As the new legislative session begins, in the midst of creating the code that governs Alabama, a lot of government leaders have re-election on their minds.
You can see it from the very top.
Governor Robert Bentley has steadily amassed a significant war chest to fight this year’s battle.
The governor’s latest campaign finance report wrapped up 2013 and it shows $2.7 million at his disposal.
By contrast, Bentley’s only filed competitor, Stacy George, reported $9.59 cents in his coffers.
With that kind of disparity, you can see the governor letting up on his ruthless fundraising trail. Except, he doesn’t.
The governor raised $576,000 in December alone. George brought in $15.
As for campaign expenditures, George did dole out $63 and change. The governor spent just over $102,000.
If you’re curious, it means the governor spent about 1,600 times as much money, and his cash reserves are 233,802 times as large.
As for how Bentley built such a lead, the governor takes money from all kinds of sources – individuals, businesses, and political action committees.
But the money he takes doesn’t stand out on his forms as much as the money he returns.
He gave up $5,000 from the Alabamafirst PAC and another $10,000 from the First Decade PAC.
A spokesperson for the Bentley campaign tells us the money came in during a fundraiser for the governor, so it wasn’t vetted upon receipt.

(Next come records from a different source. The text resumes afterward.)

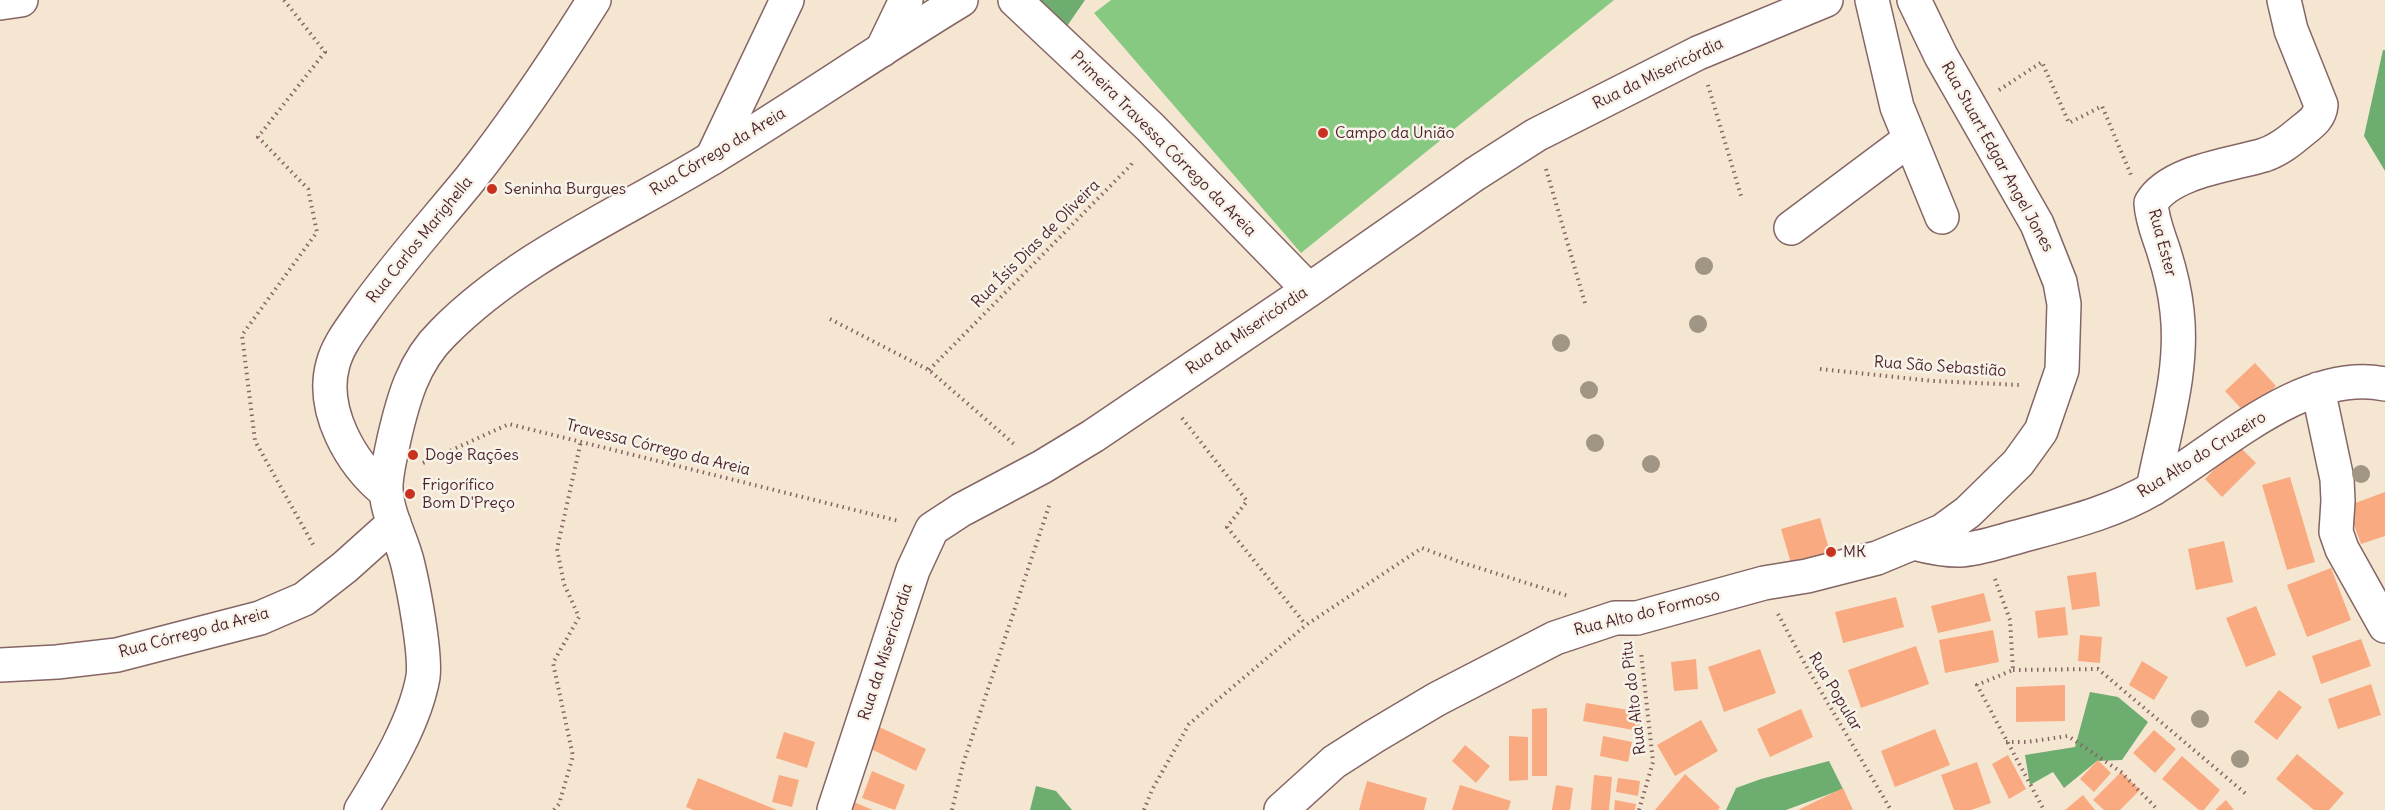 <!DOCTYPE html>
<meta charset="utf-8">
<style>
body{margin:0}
canvas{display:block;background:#f5e6d1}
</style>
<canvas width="2385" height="810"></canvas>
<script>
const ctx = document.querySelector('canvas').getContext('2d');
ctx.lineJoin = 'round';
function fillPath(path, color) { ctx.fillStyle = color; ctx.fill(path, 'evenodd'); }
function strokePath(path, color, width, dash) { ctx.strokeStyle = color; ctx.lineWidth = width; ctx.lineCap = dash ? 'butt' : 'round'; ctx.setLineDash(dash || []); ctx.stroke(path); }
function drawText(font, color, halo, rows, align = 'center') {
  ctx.font = font + ' Delius,sans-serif'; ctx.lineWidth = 5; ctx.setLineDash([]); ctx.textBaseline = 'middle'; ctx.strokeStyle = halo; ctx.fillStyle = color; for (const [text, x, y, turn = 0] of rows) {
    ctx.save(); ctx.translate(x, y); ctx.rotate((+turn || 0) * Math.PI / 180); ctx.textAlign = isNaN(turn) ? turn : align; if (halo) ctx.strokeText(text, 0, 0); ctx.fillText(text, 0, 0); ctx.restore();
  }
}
const green = new Path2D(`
 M1111,0h503l-313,253 -207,-240z`);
const forest = new Path2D(`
 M1038,0h47l-20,29z
 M2383,50h2v121l-21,-35z
 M2090,692l28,5 30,25 -26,38 -25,1 -33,27 -11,-16 -23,13 -5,-30 50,-8z
 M1829,761l14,28 -57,21h-60l10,-22 25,-9z
 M1036,786l20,5 16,19h-42z`);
const building = new Path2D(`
 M2255,363l21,23 -30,28 -21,-23z
 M2238,445l18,18 -34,34 -17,-18z
 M2290,477l25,85 -28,8 -25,-85z
 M2385,492v44l-24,8 -14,-38z
 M1820,518l10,34 -39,11 -10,-34z
 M2224,541l9,41 -37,8 -8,-41z
 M2331,568l20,52 -44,17 -20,-52z
 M2096,572l4,34 -28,4 -5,-34z
 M1984,593l7,28 -53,12 -7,-27z
 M1896,597l8,30 -61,16 -8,-31z
 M2256,606l20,49 -30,12 -20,-49z
 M2065,607l3,28 -30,3 -3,-27z
 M1993,630l6,32 -54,11 -6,-33z
 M2080,635l22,2 -2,26 -22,-2z
 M2361,639l10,27 -50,18 -9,-28z
 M1916,646l13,38 -68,24 -13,-38z
 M1760,649l16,44 -52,19 -16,-45z
 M1696,659l2,30 -24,2 -3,-29z
 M2142,661l26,16 -14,23 -25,-15z
 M2371,684l10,31 -43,14 -10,-30z
 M2065,685v36l-49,1v-35z
 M2279,690l23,17 -25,33 -23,-18z
 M1586,703l55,9 -2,19 -56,-10z
 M1547,708v68h-15v-67z
 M1801,709l12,28 -43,20 -13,-28z
 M1701,720l17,31 -43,25 -18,-31z
 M875,725l51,24 -10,22 -51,-25z
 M1935,729l15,36 -55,22 -14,-36z
 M2154,730l22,19 -21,24 -22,-20z
 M784,732l31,10 -8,26 -31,-10z
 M1509,736l19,1v43l-19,1z
 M1603,736l29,6 -4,20 -28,-6z
 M1465,745l25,21 -14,17 -24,-22z
 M2297,754l47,39 -15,17h-15l-38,-31z
 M2008,755l18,34 -17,10 -17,-35z
 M2182,756l38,34 -16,20h-5l-37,-31z
 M2098,760l13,13 -17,19 -14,-13z
 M1977,762l14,41 -20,7h-17l-13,-35z
 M872,771l33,14 -10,25 -33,-12z
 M2121,772l19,18 -20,20h-16l-11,-10z
 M1685,774l35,33 -2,3h-63z
 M779,775l20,5 -7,27 -20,-5z
 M1594,775l18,2 -3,33h-18z
 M698,778l79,32h-84l-7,-3z
 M1618,778l22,3 -2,15 -22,-4z
 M1367,781l60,17 -3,12h-65z
 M1460,785l51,16 -3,9h-56z
 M1556,785l17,3 -3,22h-18z
 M1843,788l10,22h-55z
 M2083,795l12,15h-30z
 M849,800l24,10h-28z
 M1615,800l21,4 -1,6h-21z
 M2226,800l8,10h-19z`);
const path = new Path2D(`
 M284,0l41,52 -67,85 50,52 9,43 -75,103 13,106 60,107
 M1708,85l34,114
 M1999,90l43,-28 27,61 33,-17 29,69
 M1546,169l39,134
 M830,319l99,51 85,74
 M1820,369l113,12 87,4
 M929,370l202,-205 3,-5
 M1182,418l65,83 -20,26 79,98
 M423,463l86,-39 390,97
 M1995,579l15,41 3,50 -36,15 67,125
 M1778,614l28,52 85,144
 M2013,670l85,-1 148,125
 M2006,742h21l41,-6 53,36 37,38
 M554,810l5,-6 14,-48 -20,-93 26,-46 -15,-33 -7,-35 24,-108
 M952,810l11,-46 87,-261
 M1144,810l8,-20 37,-66 117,-99 116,-77 38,14 108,34
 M1639,810l14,-48 -12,-110`);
const minor = new Path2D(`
 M1015,0l135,127 159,163
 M1872,0l25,107 45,110
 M0,3l21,-3
 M882,50l24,-50
 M712,158l75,-158
 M1791,228l119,-89
 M2318,389l19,90 1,22 -2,31 6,17 43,77
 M2153,489c11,-59 31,-117 24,-178 -2,-20 -7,-40 -13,-59 -5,-16 -12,-31 -13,-49 19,-32 80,-38 113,-48 15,-5 27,-15 39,-25 9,-7 17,-13 18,-25l-30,-75 -7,-30
 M1914,543c15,4 30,7 45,7 20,-1 39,-8 58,-13 47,-13 95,-24 137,-49 65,-39 150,-121 231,-104
 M834,810l79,-240 19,-41 29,-19 81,-43 51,-31 216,-146 166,-116 61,-39 162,-82 128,-53`);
const tertiary = new Path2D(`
 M386,492c-35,-28 -66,-82 -53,-128 5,-19 18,-35 29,-51 33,-47 72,-90 108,-134 45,-57 85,-117 124,-179
 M0,665l57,-3 60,-7 143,-37 44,-19 41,-32 49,-44
 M361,810c24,-39 54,-88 62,-133 3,-23 -9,-87 -15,-112 -6,-27 -23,-53 -22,-81 1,-15 5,-30 8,-45 9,-39 19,-77 49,-106 75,-76 179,-120 269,-175 84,-51 165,-107 249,-158
 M1281,810l53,-48 39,-25 64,-38 118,-61 60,-20h22l127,-35 43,-7 70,-18 65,-27 26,-19 50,-49 23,-32 21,-61 2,-66 -4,-22 -23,-58 -96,-168 -27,-56`);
const trees = [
 [1704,266],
 [1698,324],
 [1561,343],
 [1589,390],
 [1595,443],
 [1651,464],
 [2361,474],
 [2200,719],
 [2240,759]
];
const markers = [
 [1323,133,6,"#c8321e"],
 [492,189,6,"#c8321e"],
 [413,455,6,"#c8321e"],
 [410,494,6,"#c8321e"],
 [1831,552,6,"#c8321e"]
];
const streetNames = [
 ["Rua da Misericórdia",1658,74,-26],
 ["Primeira Travessa Córrego da Areia",1163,144,45],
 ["Rua Córrego da Areia",718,152,-31],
 ["Rua Stuart Edgar Angel Jones",1997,157,61],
 ["Rua Carlos Marighella",420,240,-51],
 ["Rua Ester",2162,243,75],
 ["Rua Ísis Dias de Oliveira",1036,244,-45],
 ["Rua da Misericórdia",1247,331,-34],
 ["Rua São Sebastião",1940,367,4],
 ["Travessa Córrego da Areia",658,448,14],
 ["Rua Alto do Cruzeiro",2202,455,-32],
 ["Rua Alto do Formoso",1647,613,-14],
 ["Rua Córrego da Areia",194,633,-15],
 ["Rua da Misericórdia",886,652,-72],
 ["Rua Popular",1835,692,59],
 ["Rua Alto do Pitu",1634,698,-97]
];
const poiNames = [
 ["Campo da União",1335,133],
 ["Seninha Burgues",504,189],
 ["Doge Rações",425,455],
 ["Frigorífico",422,485],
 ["Bom D'Preço",422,503],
 ["MK",1843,552]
];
fillPath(green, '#88c982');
fillPath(forest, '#6ead70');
fillPath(building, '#f9aa81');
strokePath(minor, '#866565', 36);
strokePath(tertiary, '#866565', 36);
strokePath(path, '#866565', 4, [1.5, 4.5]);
strokePath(minor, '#fff', 33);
strokePath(tertiary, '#fff', 33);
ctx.fillStyle = '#a19584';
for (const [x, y] of trees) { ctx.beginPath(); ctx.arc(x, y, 9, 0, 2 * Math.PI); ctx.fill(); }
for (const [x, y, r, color] of markers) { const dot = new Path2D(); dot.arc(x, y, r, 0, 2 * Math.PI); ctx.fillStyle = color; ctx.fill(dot); strokePath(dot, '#f7f3e8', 2); }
drawText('16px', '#4a1f2b', '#f7f3e8', streetNames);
drawText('16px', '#4a1f2b', '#f7f3e8', poiNames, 'left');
</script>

However, when the governor’s team examined the donations before cashing them, they decided to reject the pair because of a conflict on interests.
These PACs deal in pharmaceuticals, which means there could be a conflict with decisions the governor will make over the next few months about Medicaid reforms.
Both PACs list the same address, same chairperson, and same treasurer.
It’s worth noting Bentley has accepted donations from PACs with ties to numerous industries that he could impact.
They include a donation in December from CAREPAC, a group tied to nursing home interests.